### Collected data entries
__________
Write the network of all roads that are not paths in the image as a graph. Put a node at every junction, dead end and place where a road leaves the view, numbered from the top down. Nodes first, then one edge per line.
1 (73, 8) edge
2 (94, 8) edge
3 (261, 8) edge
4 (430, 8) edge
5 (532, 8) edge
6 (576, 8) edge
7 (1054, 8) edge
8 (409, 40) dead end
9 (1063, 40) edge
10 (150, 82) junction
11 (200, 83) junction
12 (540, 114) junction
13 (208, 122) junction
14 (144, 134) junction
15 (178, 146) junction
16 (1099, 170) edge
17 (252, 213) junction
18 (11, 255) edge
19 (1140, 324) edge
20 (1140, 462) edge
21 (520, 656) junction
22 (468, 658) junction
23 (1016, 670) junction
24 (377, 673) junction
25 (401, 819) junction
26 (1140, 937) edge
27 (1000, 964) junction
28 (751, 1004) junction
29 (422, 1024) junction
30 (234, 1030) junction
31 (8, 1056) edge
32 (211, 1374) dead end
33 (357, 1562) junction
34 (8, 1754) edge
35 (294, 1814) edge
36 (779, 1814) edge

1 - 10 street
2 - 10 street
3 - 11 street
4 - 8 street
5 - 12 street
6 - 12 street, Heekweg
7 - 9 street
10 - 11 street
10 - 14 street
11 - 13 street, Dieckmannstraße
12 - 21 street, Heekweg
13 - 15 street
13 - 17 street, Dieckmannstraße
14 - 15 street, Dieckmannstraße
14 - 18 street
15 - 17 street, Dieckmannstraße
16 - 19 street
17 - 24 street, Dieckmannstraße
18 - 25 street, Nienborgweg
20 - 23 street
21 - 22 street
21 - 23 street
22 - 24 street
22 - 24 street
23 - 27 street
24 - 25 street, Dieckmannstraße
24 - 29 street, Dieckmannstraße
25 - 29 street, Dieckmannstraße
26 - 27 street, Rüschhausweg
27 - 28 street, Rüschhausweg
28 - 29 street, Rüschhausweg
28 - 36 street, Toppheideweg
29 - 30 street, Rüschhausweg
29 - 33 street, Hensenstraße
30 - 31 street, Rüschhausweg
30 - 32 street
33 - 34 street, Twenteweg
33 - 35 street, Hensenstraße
__________
### Problem details
Each entry must be reproduced verbatim.

### Solved exercise
Write the network of all roads that are not paths in the image as a graph. Put a node at every junction, dead end and place where a road leaves the view, numbered from the top down. Nodes first, then one edge per line.
1 (73, 8) edge
2 (94, 8) edge
3 (261, 8) edge
4 (430, 8) edge
5 (532, 8) edge
6 (576, 8) edge
7 (1054, 8) edge
8 (409, 40) dead end
9 (1063, 40) edge
10 (150, 82) junction
11 (200, 83) junction
12 (540, 114) junction
13 (208, 122) junction
14 (144, 134) junction
15 (178, 146) junction
16 (1099, 170) edge
17 (252, 213) junction
18 (11, 255) edge
19 (1140, 324) edge
20 (1140, 462) edge
21 (520, 656) junction
22 (468, 658) junction
23 (1016, 670) junction
24 (377, 673) junction
25 (401, 819) junction
26 (1140, 937) edge
27 (1000, 964) junction
28 (751, 1004) junction
29 (422, 1024) junction
30 (234, 1030) junction
31 (8, 1056) edge
32 (211, 1374) dead end
33 (357, 1562) junction
34 (8, 1754) edge
35 (294, 1814) edge
36 (779, 1814) edge

1 - 10 street
2 - 10 street
3 - 11 street
4 - 8 street
5 - 12 street
6 - 12 street, Heekweg
7 - 9 street
10 - 11 street
10 - 14 street
11 - 13 street, Dieckmannstraße
12 - 21 street, Heekweg
13 - 15 street
13 - 17 street, Dieckmannstraße
14 - 15 street, Dieckmannstraße
14 - 18 street
15 - 17 street, Dieckmannstraße
16 - 19 street
17 - 24 street, Dieckmannstraße
18 - 25 street, Nienborgweg
20 - 23 street
21 - 22 street
21 - 23 street
22 - 24 street
22 - 24 street
23 - 27 street
24 - 25 street, Dieckmannstraße
24 - 29 street, Dieckmannstraße
25 - 29 street, Dieckmannstraße
26 - 27 street, Rüschhausweg
27 - 28 street, Rüschhausweg
28 - 29 street, Rüschhausweg
28 - 36 street, Toppheideweg
29 - 30 street, Rüschhausweg
29 - 33 street, Hensenstraße
30 - 31 street, Rüschhausweg
30 - 32 street
33 - 34 street, Twenteweg
33 - 35 street, Hensenstraße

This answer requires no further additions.